=== EXTRACTED MATERIAL ===

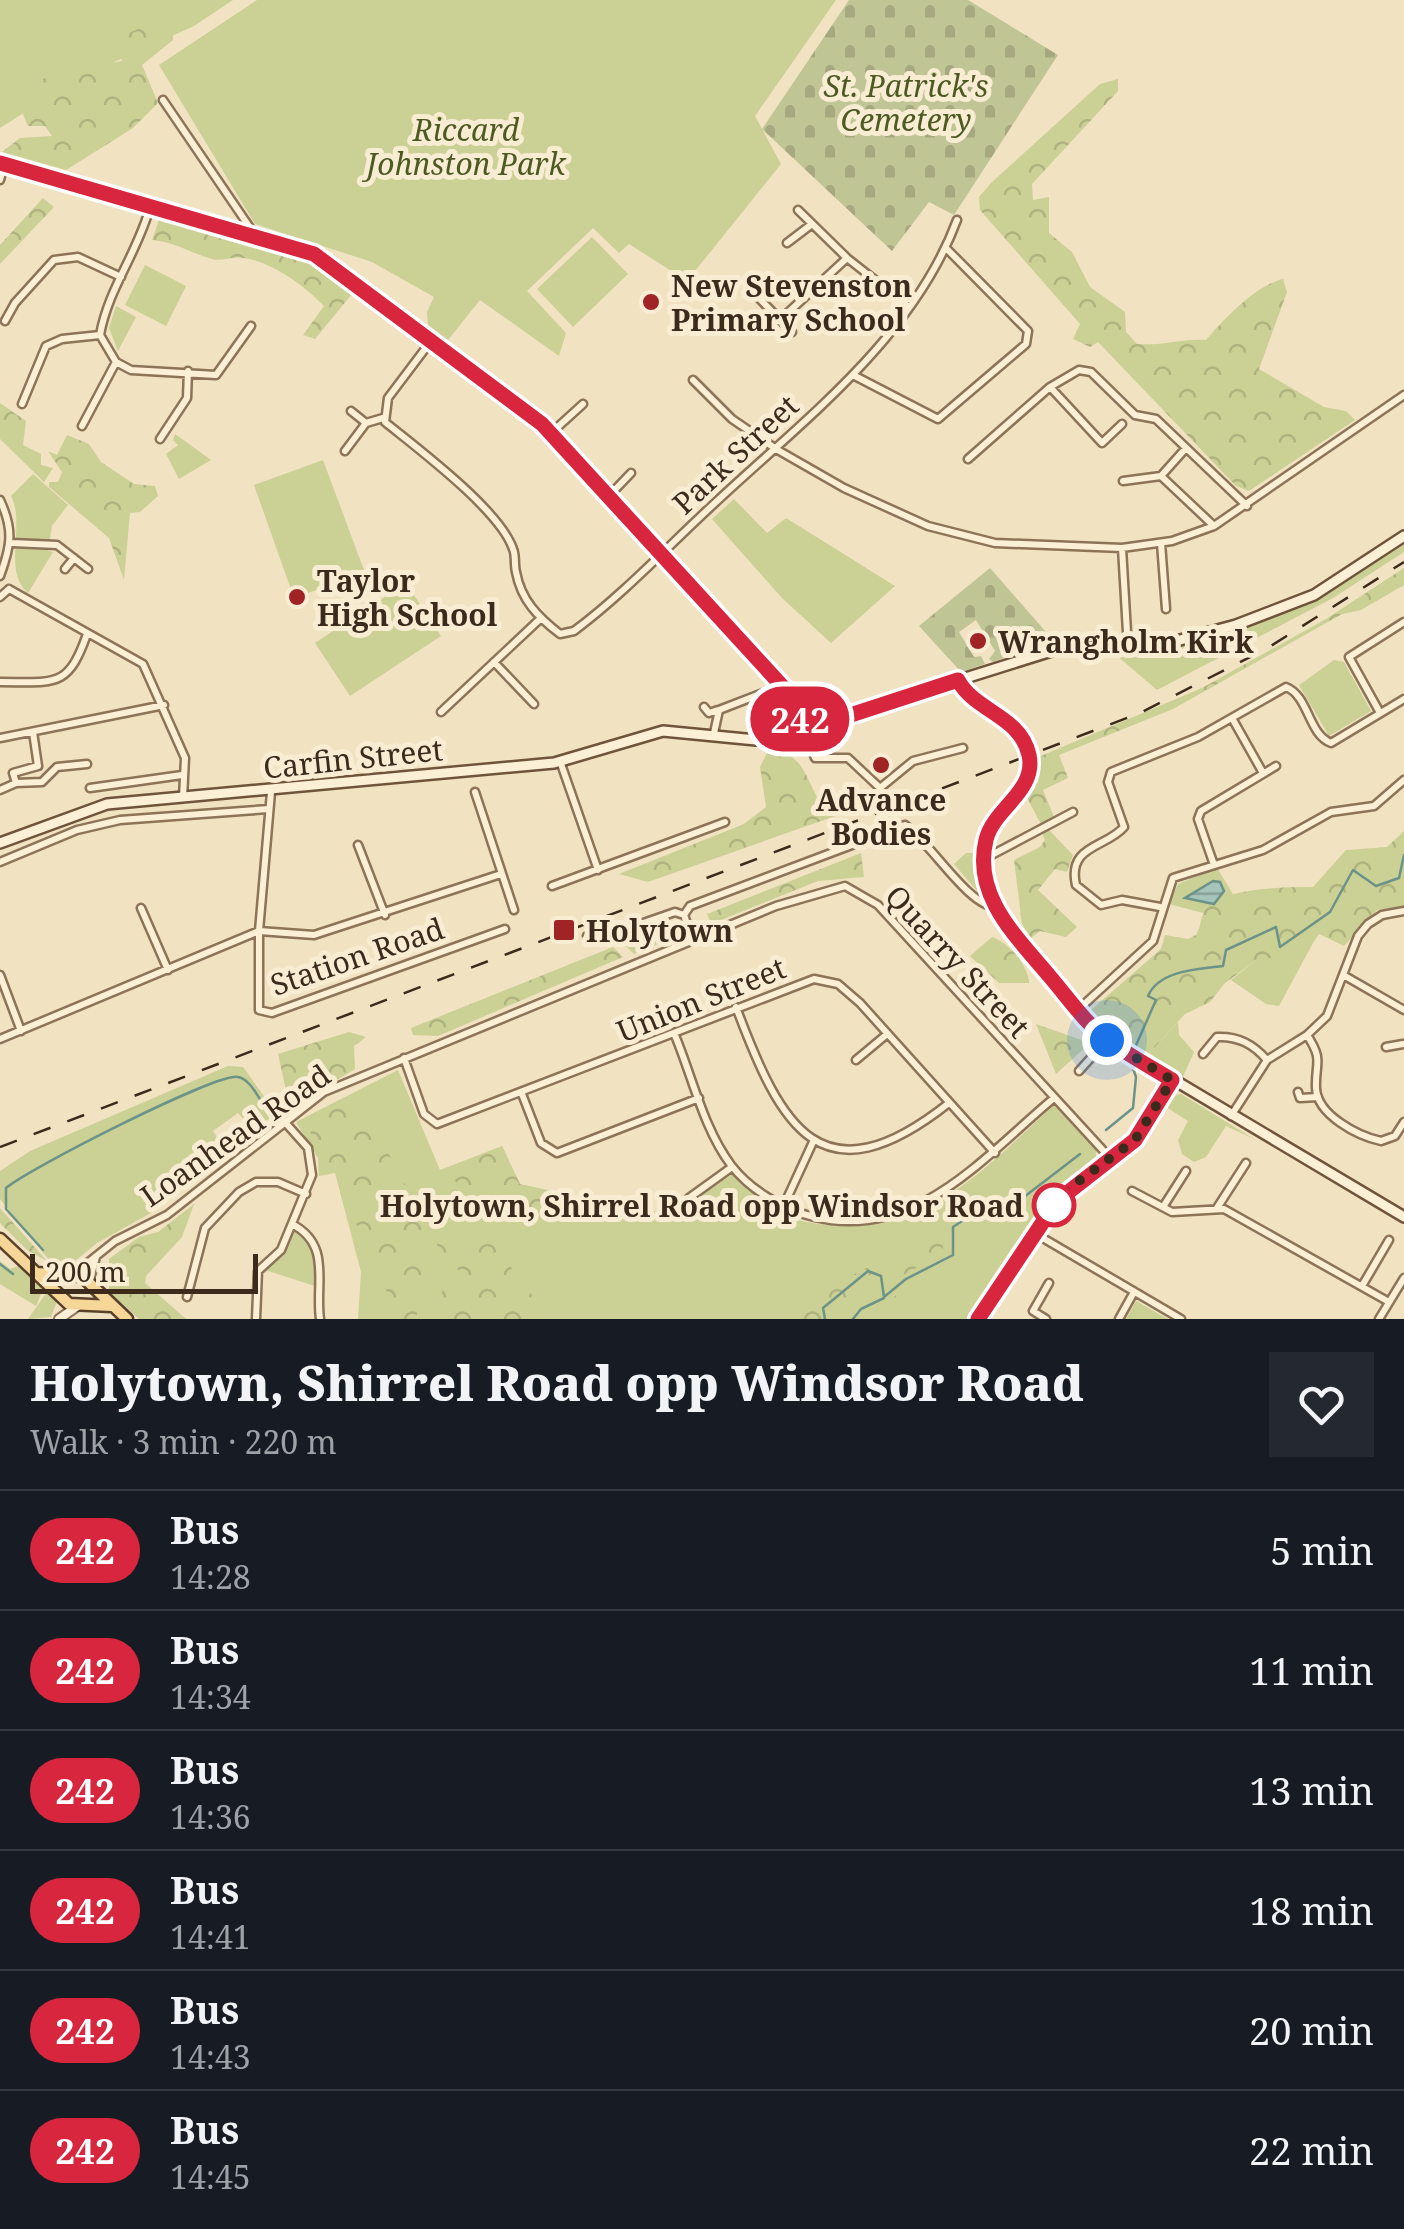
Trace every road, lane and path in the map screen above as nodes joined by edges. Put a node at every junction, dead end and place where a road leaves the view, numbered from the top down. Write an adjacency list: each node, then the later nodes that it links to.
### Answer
1 (163, 100): 8 (street)
2 (2, 164): 3 (street); 4 (main road)
3 (0, 180)
4 (151, 206): 8 (main road); 12 (street)
5 (798, 210): 7 (street)
6 (957, 220): 10 (street, Park Street)
7 (812, 224): 9 (street); 11 (street)
8 (255, 235): 20 (main road)
9 (787, 243)
10 (946, 248): 14 (street, Park Street); 23 (street)
11 (846, 258): 14 (street); 15 (street)
12 (121, 277): 16 (street); 19 (street)
13 (752, 292): 15 (street)
14 (908, 306): 23 (street, Park Street)
15 (780, 320): 18 (street)
16 (5, 321)
17 (251, 326): 22 (street)
18 (792, 332)
19 (100, 335): 21 (street); 27 (street)
20 (432, 341): 30 (street); 34 (main road)
21 (116, 362): 22 (street); 33 (street)
22 (188, 371): 35 (street)
23 (853, 375): 37 (street, Park Street)
24 (693, 380): 37 (street)
25 (1050, 387): 32 (street); 36 (street); 39 (street)
26 (1404, 395): 45 (street)
27 (22, 404)
28 (583, 404): 34 (street)
29 (351, 412): 31 (street)
30 (383, 418): 31 (street); 59 (street)
31 (366, 423): 38 (street)
32 (1122, 424)
33 (82, 426)
34 (550, 434): 43 (main road)
35 (160, 440)
36 (1186, 448): 41 (street); 45 (street)
37 (776, 449): 50 (street); 51 (street, Park Street)
38 (345, 450)
39 (968, 459)
40 (631, 473): 43 (street)
41 (1160, 476): 42 (street); 46 (street)
42 (1123, 481)
43 (608, 497): 51 (main road)
44 (0, 500): 48 (street)
45 (1247, 506): 46 (street)
46 (1214, 526): 49 (street)
47 (1404, 536): 62 (main road)
48 (12, 543): 52 (street); 55 (street)
49 (1161, 543): 50 (street); 58 (street)
50 (1122, 548): 62 (street)
51 (661, 555): 59 (street, Park Street); 66 (main road)
52 (74, 558): 53 (street); 54 (street)
53 (64, 569)
54 (88, 569)
55 (0, 576): 56 (street)
56 (9, 589): 57 (street); 61 (street)
57 (0, 597)
58 (1166, 609)
59 (540, 619): 63 (street)
60 (1404, 622): 73 (street)
61 (87, 634): 65 (street); 69 (street)
62 (1128, 649): 64 (main road)
63 (494, 662): 68 (street); 72 (street)
64 (958, 680): 76 (main road); 104 (main road, bridge)
65 (0, 682)
66 (782, 686): 71 (street); 75 (main road)
67 (1404, 699): 73 (street)
68 (534, 704)
69 (164, 705): 77 (street); 88 (street)
70 (704, 707): 71 (street)
71 (719, 710): 79 (street)
72 (441, 712)
73 (1379, 712): 74 (street)
74 (1232, 718): 87 (street); 113 (street)
75 (800, 720): 76 (main road); 78 (main road)
76 (813, 726): 81 (main road)
77 (33, 732): 80 (street); 86 (street)
78 (794, 732): 79 (main road, Carfin Street); 81 (main road)
79 (714, 733): 83 (main road, Carfin Street)
80 (0, 738)
81 (807, 738): 90 (street)
82 (963, 748): 90 (street)
83 (560, 762): 96 (main road, Carfin Street); 108 (street)
84 (86, 764): 92 (street)
85 (1276, 766): 87 (street)
86 (14, 773): 89 (street); 92 (street)
87 (1263, 773): 106 (street)
88 (182, 775): 94 (street); 98 (street)
89 (0, 776)
90 (894, 776): 93 (street)
91 (1404, 780): 106 (street)
92 (16, 783): 95 (street)
93 (904, 787)
94 (90, 788)
95 (0, 790)
96 (271, 792): 98 (main road, Carfin Street); 99 (street, Station Road)
97 (474, 792): 109 (street)
98 (183, 798): 102 (main road, Carfin Street)
99 (269, 809): 105 (street); 120 (street, Station Road)
100 (1073, 812): 104 (street)
101 (725, 822): 108 (street)
102 (0, 843)
103 (358, 845): 117 (street)
104 (984, 859): 112 (main road)
105 (0, 862)
106 (1213, 862): 113 (street)
107 (556, 870): 110 (street)
108 (598, 870): 110 (street)
109 (501, 874): 115 (street); 117 (street)
110 (562, 883): 111 (street)
111 (552, 886)
112 (996, 906): 118 (street); 127 (main road)
113 (1160, 907): 127 (street)
114 (141, 908): 123 (street)
115 (514, 910)
116 (1404, 912): 125 (street)
117 (385, 915): 120 (street)
118 (684, 915): 121 (street); 122 (street)
119 (505, 929): 120 (street, Station Road)
120 (259, 931): 123 (street)
121 (586, 936)
122 (693, 942): 139 (street, Quarry Street); 148 (street, Quarry Street)
123 (168, 970): 129 (street)
124 (0, 975): 129 (street)
125 (1345, 976): 128 (street); 133 (street)
126 (736, 1007): 130 (street, Union Street); 132 (street, Union Street); 153 (street)
127 (1078, 1010): 135 (main road)
128 (1404, 1010)
129 (21, 1031): 134 (street)
130 (674, 1032): 145 (street, Union Street); 147 (street)
131 (1404, 1032): 136 (street)
132 (886, 1035): 140 (street); 149 (street, Union Street)
133 (1308, 1036): 141 (street); 146 (street)
134 (0, 1039)
135 (1107, 1040): 142 (street); 143 (main road)
136 (1404, 1045): 137 (street)
137 (1386, 1047)
138 (1203, 1054): 141 (street)
139 (404, 1058): 145 (street, Union Street); 151 (street, Loanhead Road)
140 (856, 1060)
141 (1267, 1060): 150 (street)
142 (1079, 1071)
143 (1172, 1080): 150 (main road); 155 (street)
144 (1298, 1092): 146 (street)
145 (522, 1094): 147 (street)
146 (1318, 1097): 152 (street)
147 (699, 1098): 158 (street)
148 (1054, 1098): 154 (street); 155 (street, Quarry Street)
149 (948, 1103): 153 (street); 154 (street, Union Street)
150 (1231, 1116): 171 (main road)
151 (284, 1120): 164 (street); 176 (street, Loanhead Road)
152 (1404, 1122)
153 (814, 1142): 167 (street)
154 (995, 1153): 167 (street)
155 (1110, 1159): 173 (street)
156 (1246, 1162): 160 (street)
157 (1230, 1164): 160 (street)
158 (732, 1167): 165 (street); 167 (street)
159 (1186, 1171): 162 (street)
160 (1240, 1171): 169 (street)
161 (1168, 1175): 162 (street)
162 (1179, 1181): 168 (street)
163 (1132, 1190): 166 (street)
164 (306, 1194): 172 (street); 185 (street)
165 (689, 1198)
166 (1150, 1201): 168 (street); 170 (street)
167 (784, 1205)
168 (1163, 1207): 169 (street)
169 (1217, 1209): 182 (street)
170 (1144, 1210)
171 (1404, 1218)
172 (292, 1224): 191 (street); 192 (street)
173 (1036, 1234): 183 (street); 193 (street)
174 (0, 1239): 177 (main road)
175 (1389, 1240): 182 (street)
176 (96, 1256): 178 (street, Loanhead Road); 181 (street)
177 (34, 1273): 178 (main road); 184 (main road)
178 (70, 1276): 181 (main road); 184 (main road)
179 (1404, 1278): 186 (street)
180 (1049, 1283): 194 (street)
181 (89, 1284): 187 (main road); 188 (main road)
182 (1361, 1287): 186 (street)
183 (1134, 1292): 195 (street); 196 (street)
184 (62, 1296): 187 (main road); 189 (street)
185 (187, 1297)
186 (1389, 1302): 197 (street)
187 (82, 1304): 188 (main road); 189 (street)
188 (112, 1306): 190 (main road)
189 (58, 1319)
190 (127, 1319)
191 (256, 1319)
192 (320, 1319)
193 (978, 1319)
194 (1046, 1319)
195 (1119, 1319)
196 (1181, 1319)
197 (1379, 1319)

===

• [YOUR OBJECTIVE] Return the records word for word, leaving every picture out of the copy.

• [WRITTEN SOLUTION]
Trace every road, lane and path in the map screen above as nodes joined by edges. Put a node at every junction, dead end and place where a road leaves the view, numbered from the top down. Write an adjacency list: each node, then the later nodes that it links to.
### Answer
1 (163, 100): 8 (street)
2 (2, 164): 3 (street); 4 (main road)
3 (0, 180)
4 (151, 206): 8 (main road); 12 (street)
5 (798, 210): 7 (street)
6 (957, 220): 10 (street, Park Street)
7 (812, 224): 9 (street); 11 (street)
8 (255, 235): 20 (main road)
9 (787, 243)
10 (946, 248): 14 (street, Park Street); 23 (street)
11 (846, 258): 14 (street); 15 (street)
12 (121, 277): 16 (street); 19 (street)
13 (752, 292): 15 (street)
14 (908, 306): 23 (street, Park Street)
15 (780, 320): 18 (street)
16 (5, 321)
17 (251, 326): 22 (street)
18 (792, 332)
19 (100, 335): 21 (street); 27 (street)
20 (432, 341): 30 (street); 34 (main road)
21 (116, 362): 22 (street); 33 (street)
22 (188, 371): 35 (street)
23 (853, 375): 37 (street, Park Street)
24 (693, 380): 37 (street)
25 (1050, 387): 32 (street); 36 (street); 39 (street)
26 (1404, 395): 45 (street)
27 (22, 404)
28 (583, 404): 34 (street)
29 (351, 412): 31 (street)
30 (383, 418): 31 (street); 59 (street)
31 (366, 423): 38 (street)
32 (1122, 424)
33 (82, 426)
34 (550, 434): 43 (main road)
35 (160, 440)
36 (1186, 448): 41 (street); 45 (street)
37 (776, 449): 50 (street); 51 (street, Park Street)
38 (345, 450)
39 (968, 459)
40 (631, 473): 43 (street)
41 (1160, 476): 42 (street); 46 (street)
42 (1123, 481)
43 (608, 497): 51 (main road)
44 (0, 500): 48 (street)
45 (1247, 506): 46 (street)
46 (1214, 526): 49 (street)
47 (1404, 536): 62 (main road)
48 (12, 543): 52 (street); 55 (street)
49 (1161, 543): 50 (street); 58 (street)
50 (1122, 548): 62 (street)
51 (661, 555): 59 (street, Park Street); 66 (main road)
52 (74, 558): 53 (street); 54 (street)
53 (64, 569)
54 (88, 569)
55 (0, 576): 56 (street)
56 (9, 589): 57 (street); 61 (street)
57 (0, 597)
58 (1166, 609)
59 (540, 619): 63 (street)
60 (1404, 622): 73 (street)
61 (87, 634): 65 (street); 69 (street)
62 (1128, 649): 64 (main road)
63 (494, 662): 68 (street); 72 (street)
64 (958, 680): 76 (main road); 104 (main road, bridge)
65 (0, 682)
66 (782, 686): 71 (street); 75 (main road)
67 (1404, 699): 73 (street)
68 (534, 704)
69 (164, 705): 77 (street); 88 (street)
70 (704, 707): 71 (street)
71 (719, 710): 79 (street)
72 (441, 712)
73 (1379, 712): 74 (street)
74 (1232, 718): 87 (street); 113 (street)
75 (800, 720): 76 (main road); 78 (main road)
76 (813, 726): 81 (main road)
77 (33, 732): 80 (street); 86 (street)
78 (794, 732): 79 (main road, Carfin Street); 81 (main road)
79 (714, 733): 83 (main road, Carfin Street)
80 (0, 738)
81 (807, 738): 90 (street)
82 (963, 748): 90 (street)
83 (560, 762): 96 (main road, Carfin Street); 108 (street)
84 (86, 764): 92 (street)
85 (1276, 766): 87 (street)
86 (14, 773): 89 (street); 92 (street)
87 (1263, 773): 106 (street)
88 (182, 775): 94 (street); 98 (street)
89 (0, 776)
90 (894, 776): 93 (street)
91 (1404, 780): 106 (street)
92 (16, 783): 95 (street)
93 (904, 787)
94 (90, 788)
95 (0, 790)
96 (271, 792): 98 (main road, Carfin Street); 99 (street, Station Road)
97 (474, 792): 109 (street)
98 (183, 798): 102 (main road, Carfin Street)
99 (269, 809): 105 (street); 120 (street, Station Road)
100 (1073, 812): 104 (street)
101 (725, 822): 108 (street)
102 (0, 843)
103 (358, 845): 117 (street)
104 (984, 859): 112 (main road)
105 (0, 862)
106 (1213, 862): 113 (street)
107 (556, 870): 110 (street)
108 (598, 870): 110 (street)
109 (501, 874): 115 (street); 117 (street)
110 (562, 883): 111 (street)
111 (552, 886)
112 (996, 906): 118 (street); 127 (main road)
113 (1160, 907): 127 (street)
114 (141, 908): 123 (street)
115 (514, 910)
116 (1404, 912): 125 (street)
117 (385, 915): 120 (street)
118 (684, 915): 121 (street); 122 (street)
119 (505, 929): 120 (street, Station Road)
120 (259, 931): 123 (street)
121 (586, 936)
122 (693, 942): 139 (street, Quarry Street); 148 (street, Quarry Street)
123 (168, 970): 129 (street)
124 (0, 975): 129 (street)
125 (1345, 976): 128 (street); 133 (street)
126 (736, 1007): 130 (street, Union Street); 132 (street, Union Street); 153 (street)
127 (1078, 1010): 135 (main road)
128 (1404, 1010)
129 (21, 1031): 134 (street)
130 (674, 1032): 145 (street, Union Street); 147 (street)
131 (1404, 1032): 136 (street)
132 (886, 1035): 140 (street); 149 (street, Union Street)
133 (1308, 1036): 141 (street); 146 (street)
134 (0, 1039)
135 (1107, 1040): 142 (street); 143 (main road)
136 (1404, 1045): 137 (street)
137 (1386, 1047)
138 (1203, 1054): 141 (street)
139 (404, 1058): 145 (street, Union Street); 151 (street, Loanhead Road)
140 (856, 1060)
141 (1267, 1060): 150 (street)
142 (1079, 1071)
143 (1172, 1080): 150 (main road); 155 (street)
144 (1298, 1092): 146 (street)
145 (522, 1094): 147 (street)
146 (1318, 1097): 152 (street)
147 (699, 1098): 158 (street)
148 (1054, 1098): 154 (street); 155 (street, Quarry Street)
149 (948, 1103): 153 (street); 154 (street, Union Street)
150 (1231, 1116): 171 (main road)
151 (284, 1120): 164 (street); 176 (street, Loanhead Road)
152 (1404, 1122)
153 (814, 1142): 167 (street)
154 (995, 1153): 167 (street)
155 (1110, 1159): 173 (street)
156 (1246, 1162): 160 (street)
157 (1230, 1164): 160 (street)
158 (732, 1167): 165 (street); 167 (street)
159 (1186, 1171): 162 (street)
160 (1240, 1171): 169 (street)
161 (1168, 1175): 162 (street)
162 (1179, 1181): 168 (street)
163 (1132, 1190): 166 (street)
164 (306, 1194): 172 (street); 185 (street)
165 (689, 1198)
166 (1150, 1201): 168 (street); 170 (street)
167 (784, 1205)
168 (1163, 1207): 169 (street)
169 (1217, 1209): 182 (street)
170 (1144, 1210)
171 (1404, 1218)
172 (292, 1224): 191 (street); 192 (street)
173 (1036, 1234): 183 (street); 193 (street)
174 (0, 1239): 177 (main road)
175 (1389, 1240): 182 (street)
176 (96, 1256): 178 (street, Loanhead Road); 181 (street)
177 (34, 1273): 178 (main road); 184 (main road)
178 (70, 1276): 181 (main road); 184 (main road)
179 (1404, 1278): 186 (street)
180 (1049, 1283): 194 (street)
181 (89, 1284): 187 (main road); 188 (main road)
182 (1361, 1287): 186 (street)
183 (1134, 1292): 195 (street); 196 (street)
184 (62, 1296): 187 (main road); 189 (street)
185 (187, 1297)
186 (1389, 1302): 197 (street)
187 (82, 1304): 188 (main road); 189 (street)
188 (112, 1306): 190 (main road)
189 (58, 1319)
190 (127, 1319)
191 (256, 1319)
192 (320, 1319)
193 (978, 1319)
194 (1046, 1319)
195 (1119, 1319)
196 (1181, 1319)
197 (1379, 1319)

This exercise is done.